Sevginar Sali

Silivrispor’un Başkan Adayı Murat Yıldız

Silivrispor'un 15 Haziran'da gerçekleşecek olağan kongresi yaklaşırken, kulübün geleceğine dair sadece isimlerin değil, vizyonların da yarıştığı bir dönem yaşıyoruz. Bu yarışın dikkat çeken isimlerinden biri Murat Yıldız. Hürhaber'e verdiği röportajda yalnızca bir aday profili değil, aynı zamanda bir Silivri hikâyesi sundu adeta. Ve bu hikâyenin öznesi de yöntemi de iddiası da oldukça netti: “Önce kendime, sonra ekibime ve Silivri'ye güveniyorum.”
Yıldız'ın Kulüp Başkanlığı konusunda “Kesinlikle düşünmüyorum” dediği bir noktadan, "Geri adım atmak bana yakışmaz" diyen bir kararlılığa evrilmesi; sadece kamuoyunun baskısıyla değil, kendi iç muhasebesinin sonucuyla ortaya çıkmış gibi. Bu da onun adaylık sürecine “rol alma” değil, “sorumluluk üstlenme” motivasyonuyla yaklaştığını düşündürüyor.
Murat Yıldız'ın söyleşide altını çizdiği bazı kavramlar — özgüven, vefa, çoğulculuk, kurumsallık ve samimiyet — aslında bize vaat edilen başkanlık tarzının şifrelerini veriyor. Silivrispor'un sadece sportif değil, aynı zamanda sosyolojik bir yapı olduğunun farkında. Onun “kulübü dışarıya futbolcu yetiştiren bir okul haline getireceğiz” sözü, mevcut sistemin rehabilite edilmesi gerektiğini bilen bir bakış açısını temsil ediyor.

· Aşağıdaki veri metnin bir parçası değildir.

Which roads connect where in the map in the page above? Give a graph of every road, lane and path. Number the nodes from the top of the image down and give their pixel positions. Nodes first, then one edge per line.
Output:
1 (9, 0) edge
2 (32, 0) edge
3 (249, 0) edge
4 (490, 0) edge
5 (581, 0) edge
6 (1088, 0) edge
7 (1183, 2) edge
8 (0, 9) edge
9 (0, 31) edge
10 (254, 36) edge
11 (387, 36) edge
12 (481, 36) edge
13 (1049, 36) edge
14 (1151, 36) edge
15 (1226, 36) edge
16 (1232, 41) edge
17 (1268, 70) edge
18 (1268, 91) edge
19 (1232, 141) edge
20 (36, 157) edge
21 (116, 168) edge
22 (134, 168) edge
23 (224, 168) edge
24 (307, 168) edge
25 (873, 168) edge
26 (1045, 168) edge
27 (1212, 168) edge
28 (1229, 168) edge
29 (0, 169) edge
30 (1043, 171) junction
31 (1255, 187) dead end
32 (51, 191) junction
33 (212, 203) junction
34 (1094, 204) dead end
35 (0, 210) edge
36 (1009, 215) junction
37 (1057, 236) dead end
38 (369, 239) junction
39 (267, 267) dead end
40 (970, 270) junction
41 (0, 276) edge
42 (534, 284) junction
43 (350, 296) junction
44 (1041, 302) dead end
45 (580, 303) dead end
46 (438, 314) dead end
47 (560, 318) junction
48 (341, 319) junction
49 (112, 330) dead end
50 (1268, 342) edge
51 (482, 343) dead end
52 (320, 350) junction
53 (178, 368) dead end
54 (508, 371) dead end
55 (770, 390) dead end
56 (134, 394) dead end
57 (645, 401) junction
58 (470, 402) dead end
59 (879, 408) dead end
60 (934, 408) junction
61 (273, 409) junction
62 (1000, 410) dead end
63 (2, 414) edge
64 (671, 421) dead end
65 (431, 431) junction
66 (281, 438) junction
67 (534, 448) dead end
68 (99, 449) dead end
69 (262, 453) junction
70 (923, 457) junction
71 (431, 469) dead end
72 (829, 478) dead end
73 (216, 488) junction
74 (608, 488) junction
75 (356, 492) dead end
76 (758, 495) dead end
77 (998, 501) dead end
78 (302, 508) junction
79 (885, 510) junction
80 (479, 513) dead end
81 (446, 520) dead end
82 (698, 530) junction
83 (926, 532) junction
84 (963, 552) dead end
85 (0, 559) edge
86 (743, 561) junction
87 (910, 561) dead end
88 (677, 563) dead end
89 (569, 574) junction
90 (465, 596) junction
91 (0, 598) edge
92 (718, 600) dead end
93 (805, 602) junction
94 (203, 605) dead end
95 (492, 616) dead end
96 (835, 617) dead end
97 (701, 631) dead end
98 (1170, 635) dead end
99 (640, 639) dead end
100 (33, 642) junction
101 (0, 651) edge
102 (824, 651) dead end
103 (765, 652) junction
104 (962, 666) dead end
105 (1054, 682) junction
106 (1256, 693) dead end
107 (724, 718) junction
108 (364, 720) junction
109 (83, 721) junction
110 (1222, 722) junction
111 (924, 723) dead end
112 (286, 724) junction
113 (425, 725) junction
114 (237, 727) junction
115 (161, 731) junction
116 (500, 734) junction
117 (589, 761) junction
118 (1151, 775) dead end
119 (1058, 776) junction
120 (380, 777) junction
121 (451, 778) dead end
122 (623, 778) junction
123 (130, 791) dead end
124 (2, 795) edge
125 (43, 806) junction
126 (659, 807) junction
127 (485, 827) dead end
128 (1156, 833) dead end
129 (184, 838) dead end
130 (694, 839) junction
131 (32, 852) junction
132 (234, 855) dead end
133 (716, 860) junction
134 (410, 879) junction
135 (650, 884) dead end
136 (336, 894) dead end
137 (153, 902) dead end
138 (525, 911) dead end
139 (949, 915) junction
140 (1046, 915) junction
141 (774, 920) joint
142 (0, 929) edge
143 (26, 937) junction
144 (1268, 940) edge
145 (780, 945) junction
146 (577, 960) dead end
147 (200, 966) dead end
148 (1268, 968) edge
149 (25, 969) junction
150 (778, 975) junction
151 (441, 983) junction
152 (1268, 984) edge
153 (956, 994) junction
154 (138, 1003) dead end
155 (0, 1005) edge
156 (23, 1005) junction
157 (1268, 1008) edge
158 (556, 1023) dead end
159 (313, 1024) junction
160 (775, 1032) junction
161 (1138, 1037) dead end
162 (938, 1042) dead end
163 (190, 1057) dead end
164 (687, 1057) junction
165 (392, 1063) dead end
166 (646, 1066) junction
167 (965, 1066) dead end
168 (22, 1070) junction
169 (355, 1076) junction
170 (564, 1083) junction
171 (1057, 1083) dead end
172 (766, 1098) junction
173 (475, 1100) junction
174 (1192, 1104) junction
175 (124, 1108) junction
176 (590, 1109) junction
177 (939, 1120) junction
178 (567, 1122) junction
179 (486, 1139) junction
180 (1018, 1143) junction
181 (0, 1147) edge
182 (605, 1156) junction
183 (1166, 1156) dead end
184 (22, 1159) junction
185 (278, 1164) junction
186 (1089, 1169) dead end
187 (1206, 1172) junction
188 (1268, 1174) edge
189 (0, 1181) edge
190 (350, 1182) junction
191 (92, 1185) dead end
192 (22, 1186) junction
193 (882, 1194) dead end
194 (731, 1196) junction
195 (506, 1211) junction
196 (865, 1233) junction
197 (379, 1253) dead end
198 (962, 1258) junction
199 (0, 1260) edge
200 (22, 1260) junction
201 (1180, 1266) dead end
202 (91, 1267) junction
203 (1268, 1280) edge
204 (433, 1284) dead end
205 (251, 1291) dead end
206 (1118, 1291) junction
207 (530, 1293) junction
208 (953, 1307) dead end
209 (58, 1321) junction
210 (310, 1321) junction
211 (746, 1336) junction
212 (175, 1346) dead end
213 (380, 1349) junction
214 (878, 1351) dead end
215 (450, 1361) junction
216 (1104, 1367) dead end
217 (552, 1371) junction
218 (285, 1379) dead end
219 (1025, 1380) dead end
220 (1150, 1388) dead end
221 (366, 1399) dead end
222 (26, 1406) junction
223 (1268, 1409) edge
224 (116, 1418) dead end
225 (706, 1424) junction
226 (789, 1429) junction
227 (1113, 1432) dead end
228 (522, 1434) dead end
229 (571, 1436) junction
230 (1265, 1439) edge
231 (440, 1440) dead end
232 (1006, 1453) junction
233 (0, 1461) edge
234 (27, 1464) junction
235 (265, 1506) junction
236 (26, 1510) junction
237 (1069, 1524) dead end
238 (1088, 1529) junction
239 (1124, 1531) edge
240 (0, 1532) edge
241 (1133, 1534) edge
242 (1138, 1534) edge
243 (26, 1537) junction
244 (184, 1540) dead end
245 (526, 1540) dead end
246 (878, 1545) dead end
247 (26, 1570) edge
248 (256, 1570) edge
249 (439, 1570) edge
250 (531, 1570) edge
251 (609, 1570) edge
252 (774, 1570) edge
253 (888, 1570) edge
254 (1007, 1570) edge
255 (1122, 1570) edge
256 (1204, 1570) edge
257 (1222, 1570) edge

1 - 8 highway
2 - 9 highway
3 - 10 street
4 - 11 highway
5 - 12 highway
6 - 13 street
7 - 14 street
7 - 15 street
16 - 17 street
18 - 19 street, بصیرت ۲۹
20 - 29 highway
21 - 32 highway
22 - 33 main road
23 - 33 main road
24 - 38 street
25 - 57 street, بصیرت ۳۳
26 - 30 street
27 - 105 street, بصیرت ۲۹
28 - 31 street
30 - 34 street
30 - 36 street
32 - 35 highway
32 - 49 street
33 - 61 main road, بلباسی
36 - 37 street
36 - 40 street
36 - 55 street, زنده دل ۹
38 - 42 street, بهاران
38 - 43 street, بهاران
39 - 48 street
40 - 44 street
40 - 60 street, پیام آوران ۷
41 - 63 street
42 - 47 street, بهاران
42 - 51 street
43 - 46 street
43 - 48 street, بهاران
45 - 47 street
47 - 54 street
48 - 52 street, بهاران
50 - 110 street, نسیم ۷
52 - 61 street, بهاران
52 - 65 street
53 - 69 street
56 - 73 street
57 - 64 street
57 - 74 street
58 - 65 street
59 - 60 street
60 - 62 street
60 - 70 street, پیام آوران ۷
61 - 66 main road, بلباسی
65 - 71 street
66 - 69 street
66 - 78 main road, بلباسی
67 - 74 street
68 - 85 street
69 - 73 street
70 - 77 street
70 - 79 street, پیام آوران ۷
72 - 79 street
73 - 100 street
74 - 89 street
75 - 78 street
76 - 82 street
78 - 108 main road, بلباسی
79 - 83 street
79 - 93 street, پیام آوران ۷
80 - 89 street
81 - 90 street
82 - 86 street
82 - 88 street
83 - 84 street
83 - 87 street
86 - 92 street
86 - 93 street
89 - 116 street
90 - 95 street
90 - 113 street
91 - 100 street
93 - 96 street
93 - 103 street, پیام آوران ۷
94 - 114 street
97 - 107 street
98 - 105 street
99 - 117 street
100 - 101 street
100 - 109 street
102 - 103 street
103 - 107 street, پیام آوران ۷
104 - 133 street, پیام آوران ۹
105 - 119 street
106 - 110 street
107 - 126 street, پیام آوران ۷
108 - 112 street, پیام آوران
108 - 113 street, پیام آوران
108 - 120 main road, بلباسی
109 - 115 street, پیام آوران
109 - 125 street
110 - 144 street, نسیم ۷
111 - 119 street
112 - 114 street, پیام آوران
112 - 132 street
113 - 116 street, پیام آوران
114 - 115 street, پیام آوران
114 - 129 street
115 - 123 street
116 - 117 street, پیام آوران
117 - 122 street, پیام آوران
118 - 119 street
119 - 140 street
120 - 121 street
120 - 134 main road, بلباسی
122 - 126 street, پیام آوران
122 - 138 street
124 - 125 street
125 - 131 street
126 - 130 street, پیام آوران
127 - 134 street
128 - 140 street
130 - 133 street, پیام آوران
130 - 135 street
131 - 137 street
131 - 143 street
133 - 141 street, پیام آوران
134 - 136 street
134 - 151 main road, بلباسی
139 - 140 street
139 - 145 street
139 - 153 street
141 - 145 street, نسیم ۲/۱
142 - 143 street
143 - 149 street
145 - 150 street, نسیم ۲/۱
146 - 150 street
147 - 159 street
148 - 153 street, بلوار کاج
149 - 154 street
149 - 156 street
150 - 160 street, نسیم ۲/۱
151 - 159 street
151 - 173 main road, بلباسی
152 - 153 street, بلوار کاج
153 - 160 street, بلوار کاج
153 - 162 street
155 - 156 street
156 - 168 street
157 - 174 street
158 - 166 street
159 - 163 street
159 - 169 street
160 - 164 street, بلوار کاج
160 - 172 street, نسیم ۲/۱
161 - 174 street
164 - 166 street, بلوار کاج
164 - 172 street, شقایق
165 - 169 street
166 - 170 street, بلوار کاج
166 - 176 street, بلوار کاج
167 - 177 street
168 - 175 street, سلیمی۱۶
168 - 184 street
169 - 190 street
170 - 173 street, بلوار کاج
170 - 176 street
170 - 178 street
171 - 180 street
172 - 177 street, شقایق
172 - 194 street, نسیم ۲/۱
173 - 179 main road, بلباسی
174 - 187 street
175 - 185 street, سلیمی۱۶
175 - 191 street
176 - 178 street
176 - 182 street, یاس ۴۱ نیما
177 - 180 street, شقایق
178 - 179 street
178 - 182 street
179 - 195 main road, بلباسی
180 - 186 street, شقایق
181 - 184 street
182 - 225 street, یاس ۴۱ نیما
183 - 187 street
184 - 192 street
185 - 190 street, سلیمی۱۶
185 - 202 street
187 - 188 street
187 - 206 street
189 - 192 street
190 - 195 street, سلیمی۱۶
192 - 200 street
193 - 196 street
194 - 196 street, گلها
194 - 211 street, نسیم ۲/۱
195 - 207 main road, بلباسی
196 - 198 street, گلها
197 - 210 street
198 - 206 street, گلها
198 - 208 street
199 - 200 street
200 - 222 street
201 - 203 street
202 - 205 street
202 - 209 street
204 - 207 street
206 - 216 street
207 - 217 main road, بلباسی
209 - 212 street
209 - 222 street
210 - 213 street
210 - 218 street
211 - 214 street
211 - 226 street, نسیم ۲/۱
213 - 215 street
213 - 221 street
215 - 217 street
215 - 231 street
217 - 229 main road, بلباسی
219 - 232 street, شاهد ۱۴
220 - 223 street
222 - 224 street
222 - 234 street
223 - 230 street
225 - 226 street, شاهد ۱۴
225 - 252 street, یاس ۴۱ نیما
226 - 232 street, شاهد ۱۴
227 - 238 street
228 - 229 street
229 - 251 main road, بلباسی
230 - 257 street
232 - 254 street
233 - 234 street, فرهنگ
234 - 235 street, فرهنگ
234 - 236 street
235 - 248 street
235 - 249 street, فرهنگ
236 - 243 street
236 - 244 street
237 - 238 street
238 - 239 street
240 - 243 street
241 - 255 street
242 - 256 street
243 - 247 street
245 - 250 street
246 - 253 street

Yıldız, önceki dönem başkanlarına da saygıda kusur etmiyor. Destek arayışında kimseyi kırmadan, yermeden kelimelerini büyük bir özenle seçiyor. Bu yaklaşım hem geçmişe hem geleceğe dair bir “kurumsal vefa” anlayışını ortaya koyuyor ki, Silivrispor gibi aidiyetle büyüyen bir yapıda bu dil, güven verir.
Delegelere dönük "Eğer bu kulübü yönetecek vizyona sahip olmadığımı düşünüyorsanız, bana oy vermeyin" çağrısı da dikkat çekici. Bu cümle sadece özgüveni değil, aynı zamanda hesap verebilirliği ve duruşu da içinde barındırıyor.
Peki bu kadar iddialı bir adaylığı Silivrispor camiası nasıl değerlendirecek?
Tribünle, altyapıyla, eski yöneticilerle ve siyasi figürlerle olan bağ, başkanlık koltuğunun kaderini çoğu zaman tayin etti. Murat Yıldız'ın ise bu dinamiklerin çoğuna hem temas eden hem de mesafesini koruyan bir yaklaşımı var. “Hiç kimseye sırtımı dayamadan geliyorum” derken, siyasetin gölgesine girmeyeceğini; “Herkesle omuz omuza çalışacağız” derken de dışlayıcı olmayacağını söylüyor.
Kazanır ya da kaybeder… Ama Murat Yıldız bu seçim sürecine “aday” olarak değil, “rol model” olarak iz bırakan isimlerden biri olacak gibi görünüyor.
Çünkü bazı insanlar, sandığa pusula koymakla kalmaz; zihinlere soru, kalplere umut koyar.